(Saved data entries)
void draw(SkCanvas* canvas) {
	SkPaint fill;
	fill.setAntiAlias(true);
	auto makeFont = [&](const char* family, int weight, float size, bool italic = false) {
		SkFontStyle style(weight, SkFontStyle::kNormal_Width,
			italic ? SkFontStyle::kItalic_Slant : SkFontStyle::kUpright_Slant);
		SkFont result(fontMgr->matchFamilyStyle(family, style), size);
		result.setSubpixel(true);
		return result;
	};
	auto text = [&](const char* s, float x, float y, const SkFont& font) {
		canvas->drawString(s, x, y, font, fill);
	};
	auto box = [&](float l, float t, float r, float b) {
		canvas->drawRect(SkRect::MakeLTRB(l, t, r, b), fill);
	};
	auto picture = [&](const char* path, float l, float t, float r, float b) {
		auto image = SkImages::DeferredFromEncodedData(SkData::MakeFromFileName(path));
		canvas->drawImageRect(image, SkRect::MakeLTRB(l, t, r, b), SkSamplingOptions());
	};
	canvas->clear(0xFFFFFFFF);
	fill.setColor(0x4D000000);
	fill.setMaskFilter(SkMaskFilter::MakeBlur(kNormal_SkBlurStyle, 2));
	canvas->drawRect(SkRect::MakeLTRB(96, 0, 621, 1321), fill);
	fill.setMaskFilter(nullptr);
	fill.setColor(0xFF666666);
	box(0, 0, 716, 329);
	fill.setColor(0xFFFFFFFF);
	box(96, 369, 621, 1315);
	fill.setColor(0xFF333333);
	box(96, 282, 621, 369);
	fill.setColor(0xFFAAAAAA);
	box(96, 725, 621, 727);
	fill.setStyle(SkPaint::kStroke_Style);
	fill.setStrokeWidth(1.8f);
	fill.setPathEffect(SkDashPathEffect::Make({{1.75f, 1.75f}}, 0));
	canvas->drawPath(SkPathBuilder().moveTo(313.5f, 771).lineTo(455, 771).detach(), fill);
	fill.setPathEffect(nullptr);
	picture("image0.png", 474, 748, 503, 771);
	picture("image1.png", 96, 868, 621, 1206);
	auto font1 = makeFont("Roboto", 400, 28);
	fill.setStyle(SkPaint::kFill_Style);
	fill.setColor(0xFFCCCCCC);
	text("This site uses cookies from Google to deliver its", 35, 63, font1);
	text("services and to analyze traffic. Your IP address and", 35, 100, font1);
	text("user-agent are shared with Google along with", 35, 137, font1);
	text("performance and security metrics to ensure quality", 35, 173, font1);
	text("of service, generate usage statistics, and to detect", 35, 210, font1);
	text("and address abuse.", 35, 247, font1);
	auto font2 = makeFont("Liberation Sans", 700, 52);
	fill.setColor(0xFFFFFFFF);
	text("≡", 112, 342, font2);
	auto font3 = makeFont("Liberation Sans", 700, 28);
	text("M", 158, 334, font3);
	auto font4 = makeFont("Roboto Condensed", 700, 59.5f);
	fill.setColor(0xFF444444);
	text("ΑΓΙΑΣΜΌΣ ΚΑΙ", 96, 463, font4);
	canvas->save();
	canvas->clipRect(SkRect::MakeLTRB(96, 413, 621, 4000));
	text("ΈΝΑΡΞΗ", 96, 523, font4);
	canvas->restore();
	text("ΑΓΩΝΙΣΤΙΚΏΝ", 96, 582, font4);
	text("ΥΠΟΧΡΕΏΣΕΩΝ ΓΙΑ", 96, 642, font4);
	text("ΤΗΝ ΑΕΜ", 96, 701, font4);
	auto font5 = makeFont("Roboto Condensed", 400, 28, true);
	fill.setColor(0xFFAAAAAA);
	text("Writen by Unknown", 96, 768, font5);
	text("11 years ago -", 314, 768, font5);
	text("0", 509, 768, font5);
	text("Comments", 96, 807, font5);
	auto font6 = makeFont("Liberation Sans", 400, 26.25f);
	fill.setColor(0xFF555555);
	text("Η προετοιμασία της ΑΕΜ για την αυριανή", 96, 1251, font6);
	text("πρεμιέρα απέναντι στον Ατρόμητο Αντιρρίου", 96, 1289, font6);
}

● PROBLEM TO SOLVE
Extract the lines above, from the first one through the one containing "auto picture = [&](const", and return only those, unchanged.

● ANSWER
void draw(SkCanvas* canvas) {
	SkPaint fill;
	fill.setAntiAlias(true);
	auto makeFont = [&](const char* family, int weight, float size, bool italic = false) {
		SkFontStyle style(weight, SkFontStyle::kNormal_Width,
			italic ? SkFontStyle::kItalic_Slant : SkFontStyle::kUpright_Slant);
		SkFont result(fontMgr->matchFamilyStyle(family, style), size);
		result.setSubpixel(true);
		return result;
	};
	auto text = [&](const char* s, float x, float y, const SkFont& font) {
		canvas->drawString(s, x, y, font, fill);
	};
	auto box = [&](float l, float t, float r, float b) {
		canvas->drawRect(SkRect::MakeLTRB(l, t, r, b), fill);
	};
	auto picture = [&](const char* path, float l, float t, float r, float b) {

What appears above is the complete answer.